# Reviews/thoughts on this light?



## lildark185 (Jul 7, 2006)

http://www.catalinaaquarium.com/product_info.php?cPath=71_136&products_id=1419&osCsid=3fcad7a1a8b624d9daeb196fbe8b9f40

It has individual reflectors and made with an Advance ballast. The bulbs are probably garbage but with all the savings I could buy the Giesmann middays that Niko has been trying to push on everyone.


----------



## bigstick120 (Mar 8, 2005)

They are a great company, and the light are nice!

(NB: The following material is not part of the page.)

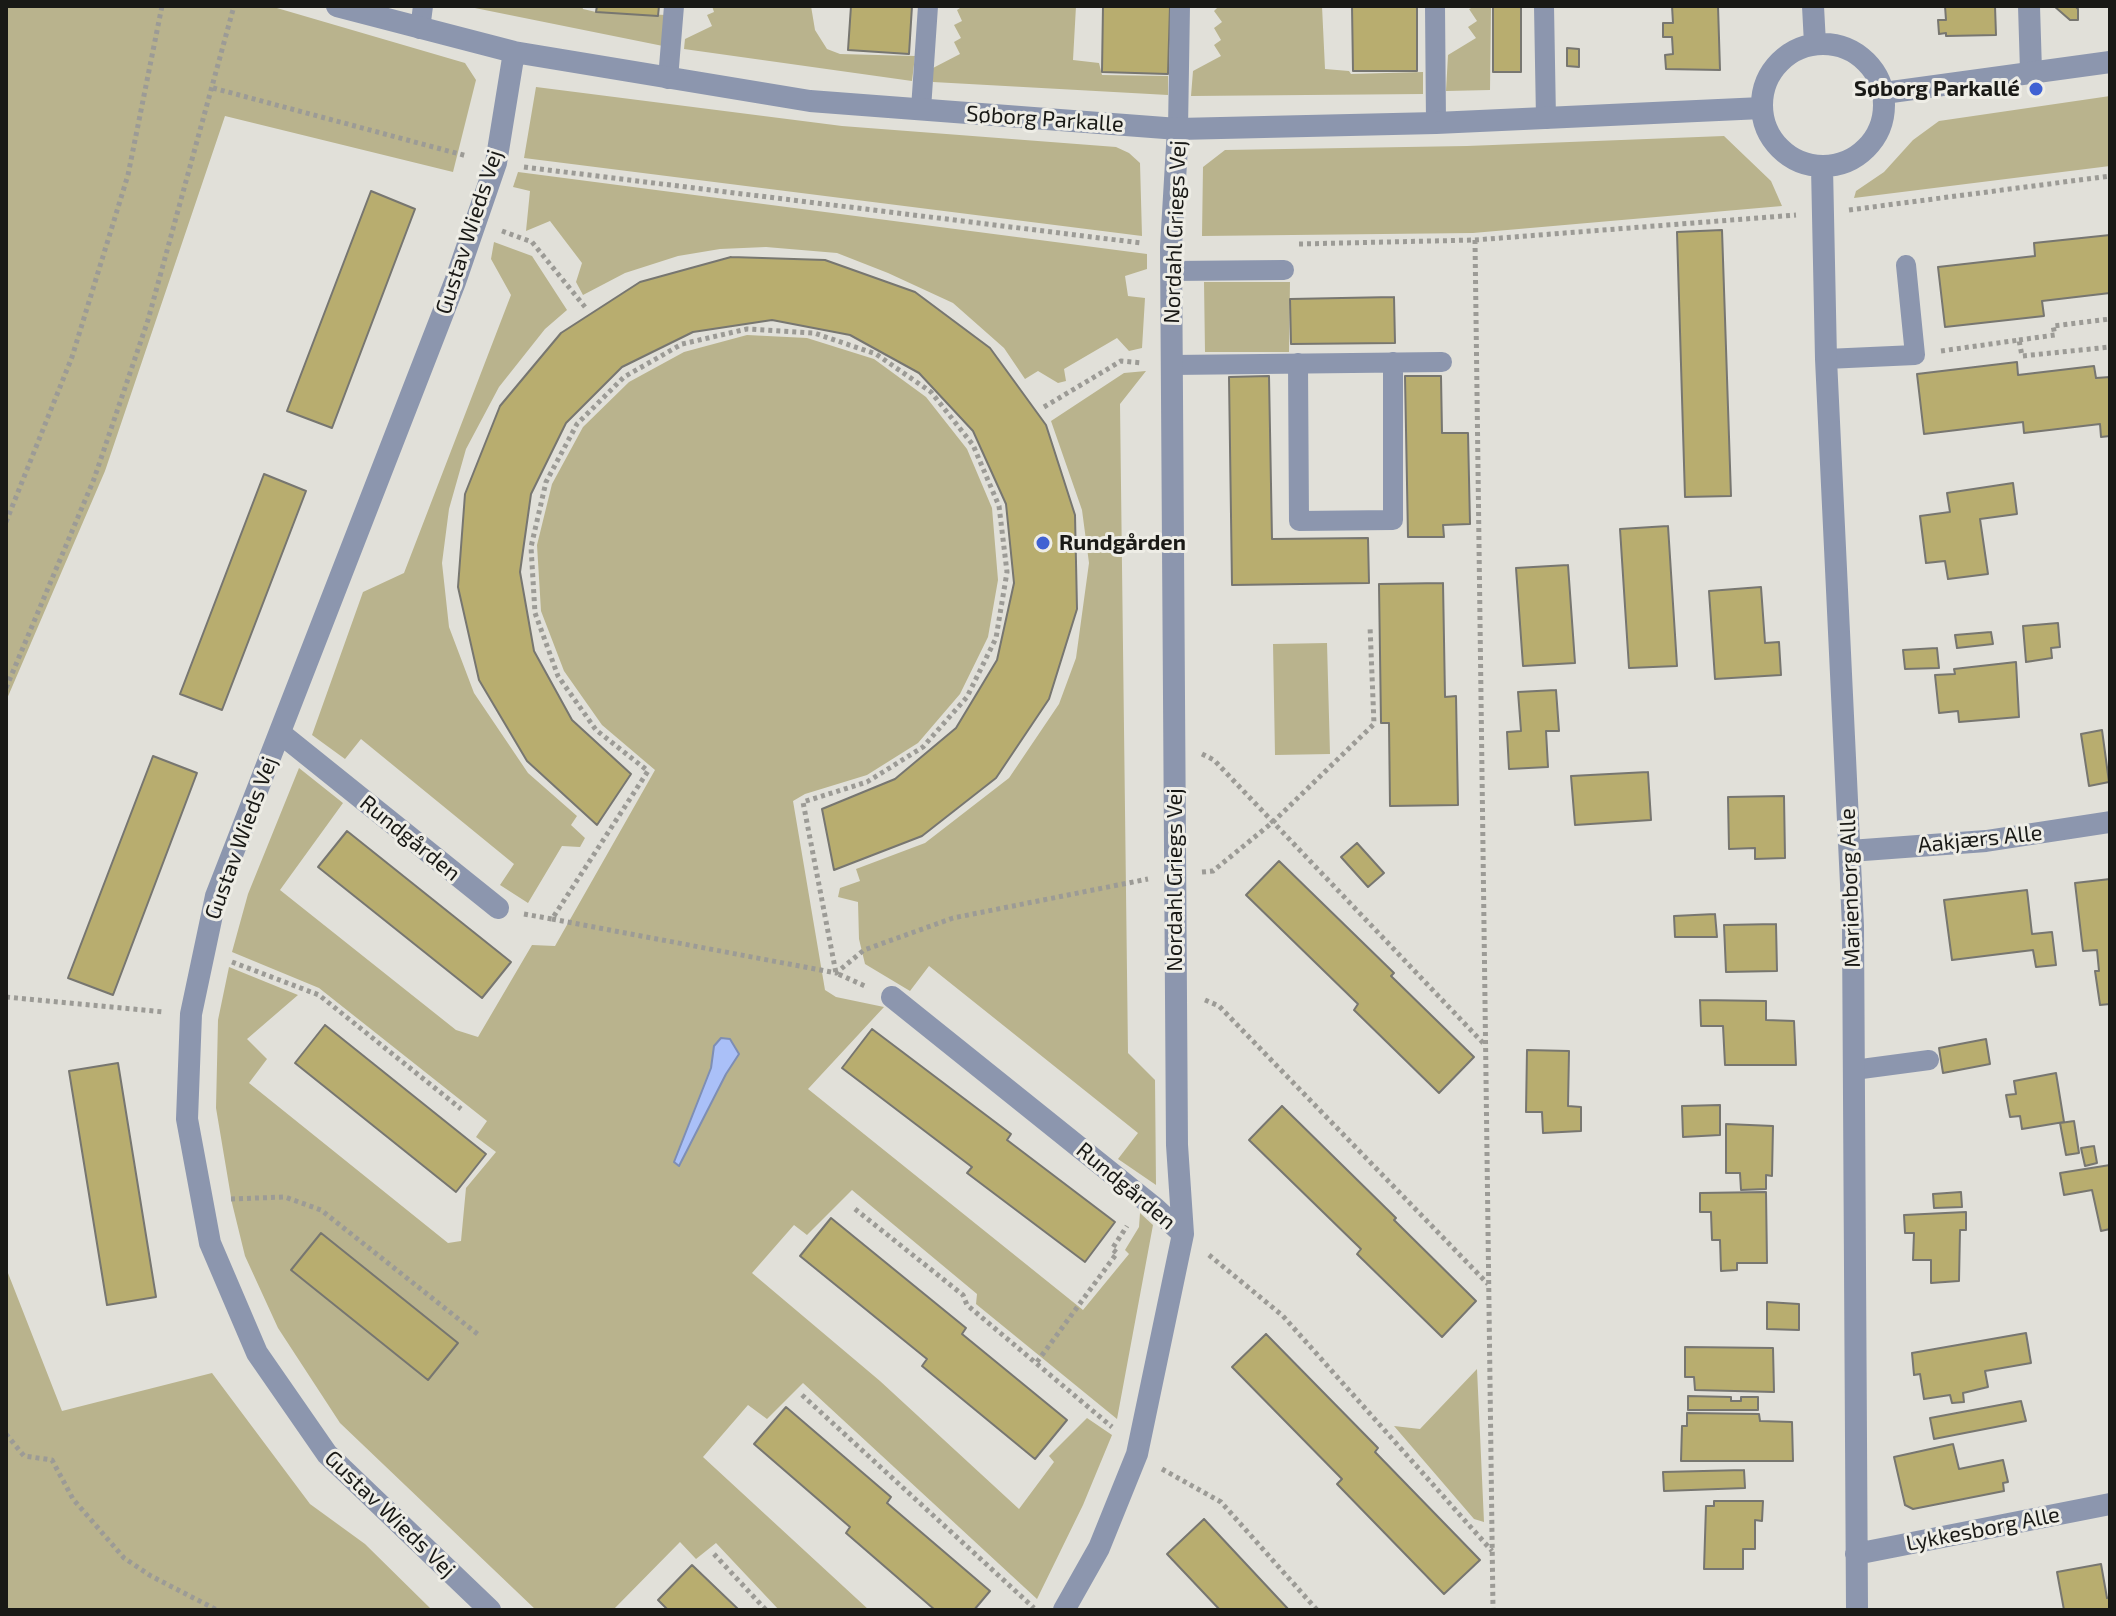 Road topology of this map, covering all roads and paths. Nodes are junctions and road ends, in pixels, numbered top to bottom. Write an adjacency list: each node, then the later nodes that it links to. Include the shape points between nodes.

For a few buck more I would get this one
http://www.catalinaaquarium.com/pro...=1423&osCsid=3fcad7a1a8b624d9daeb196fbe8b9f40

It has 2 switches so you can only run 1 bank of lights if you want. And have the other bank if you upgrade or want to noon burst.


----------



## lildark185 (Jul 7, 2006)

Since the fixture is regular t5, if I put the giesmann bulbs (t5ho) will this somehow decrease the effectiveness of the bulbs?


----------



## Newt (Apr 1, 2004)

The fixture has SW bulbs.


----------



## lildark185 (Jul 7, 2006)

you can have them swap out the sw bulbs.


----------



## bigstick120 (Mar 8, 2005)

The light you linked to is a HO T-5. If your question is that if you put HO bulbs in a NO fixture will you have HO, no, the ballast drives the bulb, not the watt rating of the bulb


----------



## dhavoc (Mar 17, 2006)

great lights for the price. i am switching all my cfls out for these in t5ho. its no TEK, but they are still nice solid fixtures.


----------